▶ **Provided information**
-*-

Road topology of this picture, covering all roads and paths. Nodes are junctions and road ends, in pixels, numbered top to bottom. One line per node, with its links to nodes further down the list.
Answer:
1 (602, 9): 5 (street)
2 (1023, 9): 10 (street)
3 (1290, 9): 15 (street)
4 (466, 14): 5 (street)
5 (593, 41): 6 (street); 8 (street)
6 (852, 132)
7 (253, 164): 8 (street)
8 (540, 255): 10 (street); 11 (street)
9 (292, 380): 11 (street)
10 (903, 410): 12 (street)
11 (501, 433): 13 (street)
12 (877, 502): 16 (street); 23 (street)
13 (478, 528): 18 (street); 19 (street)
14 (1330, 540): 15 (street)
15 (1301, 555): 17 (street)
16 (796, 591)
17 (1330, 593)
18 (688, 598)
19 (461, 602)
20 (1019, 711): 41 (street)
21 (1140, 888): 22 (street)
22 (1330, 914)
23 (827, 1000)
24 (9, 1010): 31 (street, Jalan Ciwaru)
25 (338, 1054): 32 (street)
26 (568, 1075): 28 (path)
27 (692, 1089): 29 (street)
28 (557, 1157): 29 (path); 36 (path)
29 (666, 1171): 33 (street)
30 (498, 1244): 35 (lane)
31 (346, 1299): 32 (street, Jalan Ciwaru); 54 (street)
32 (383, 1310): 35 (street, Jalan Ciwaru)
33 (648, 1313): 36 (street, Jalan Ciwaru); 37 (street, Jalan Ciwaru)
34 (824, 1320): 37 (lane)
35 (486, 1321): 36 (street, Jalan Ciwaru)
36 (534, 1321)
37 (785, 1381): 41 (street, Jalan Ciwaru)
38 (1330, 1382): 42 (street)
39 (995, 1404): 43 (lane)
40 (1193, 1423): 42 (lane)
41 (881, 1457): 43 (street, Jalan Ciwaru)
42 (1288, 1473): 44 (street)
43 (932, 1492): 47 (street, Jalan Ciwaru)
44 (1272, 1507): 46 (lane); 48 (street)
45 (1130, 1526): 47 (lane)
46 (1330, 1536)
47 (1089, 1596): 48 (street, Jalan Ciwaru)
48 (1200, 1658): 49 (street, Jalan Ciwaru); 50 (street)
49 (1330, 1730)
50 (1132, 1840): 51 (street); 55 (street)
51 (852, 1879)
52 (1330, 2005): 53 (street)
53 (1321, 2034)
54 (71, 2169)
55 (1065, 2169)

-*-

▶ **What to do**
Give back all of the entries exactly as written.

▶ **Answer to this task**
Road topology of this picture, covering all roads and paths. Nodes are junctions and road ends, in pixels, numbered top to bottom. One line per node, with its links to nodes further down the list.
Answer:
1 (602, 9): 5 (street)
2 (1023, 9): 10 (street)
3 (1290, 9): 15 (street)
4 (466, 14): 5 (street)
5 (593, 41): 6 (street); 8 (street)
6 (852, 132)
7 (253, 164): 8 (street)
8 (540, 255): 10 (street); 11 (street)
9 (292, 380): 11 (street)
10 (903, 410): 12 (street)
11 (501, 433): 13 (street)
12 (877, 502): 16 (street); 23 (street)
13 (478, 528): 18 (street); 19 (street)
14 (1330, 540): 15 (street)
15 (1301, 555): 17 (street)
16 (796, 591)
17 (1330, 593)
18 (688, 598)
19 (461, 602)
20 (1019, 711): 41 (street)
21 (1140, 888): 22 (street)
22 (1330, 914)
23 (827, 1000)
24 (9, 1010): 31 (street, Jalan Ciwaru)
25 (338, 1054): 32 (street)
26 (568, 1075): 28 (path)
27 (692, 1089): 29 (street)
28 (557, 1157): 29 (path); 36 (path)
29 (666, 1171): 33 (street)
30 (498, 1244): 35 (lane)
31 (346, 1299): 32 (street, Jalan Ciwaru); 54 (street)
32 (383, 1310): 35 (street, Jalan Ciwaru)
33 (648, 1313): 36 (street, Jalan Ciwaru); 37 (street, Jalan Ciwaru)
34 (824, 1320): 37 (lane)
35 (486, 1321): 36 (street, Jalan Ciwaru)
36 (534, 1321)
37 (785, 1381): 41 (street, Jalan Ciwaru)
38 (1330, 1382): 42 (street)
39 (995, 1404): 43 (lane)
40 (1193, 1423): 42 (lane)
41 (881, 1457): 43 (street, Jalan Ciwaru)
42 (1288, 1473): 44 (street)
43 (932, 1492): 47 (street, Jalan Ciwaru)
44 (1272, 1507): 46 (lane); 48 (street)
45 (1130, 1526): 47 (lane)
46 (1330, 1536)
47 (1089, 1596): 48 (street, Jalan Ciwaru)
48 (1200, 1658): 49 (street, Jalan Ciwaru); 50 (street)
49 (1330, 1730)
50 (1132, 1840): 51 (street); 55 (street)
51 (852, 1879)
52 (1330, 2005): 53 (street)
53 (1321, 2034)
54 (71, 2169)
55 (1065, 2169)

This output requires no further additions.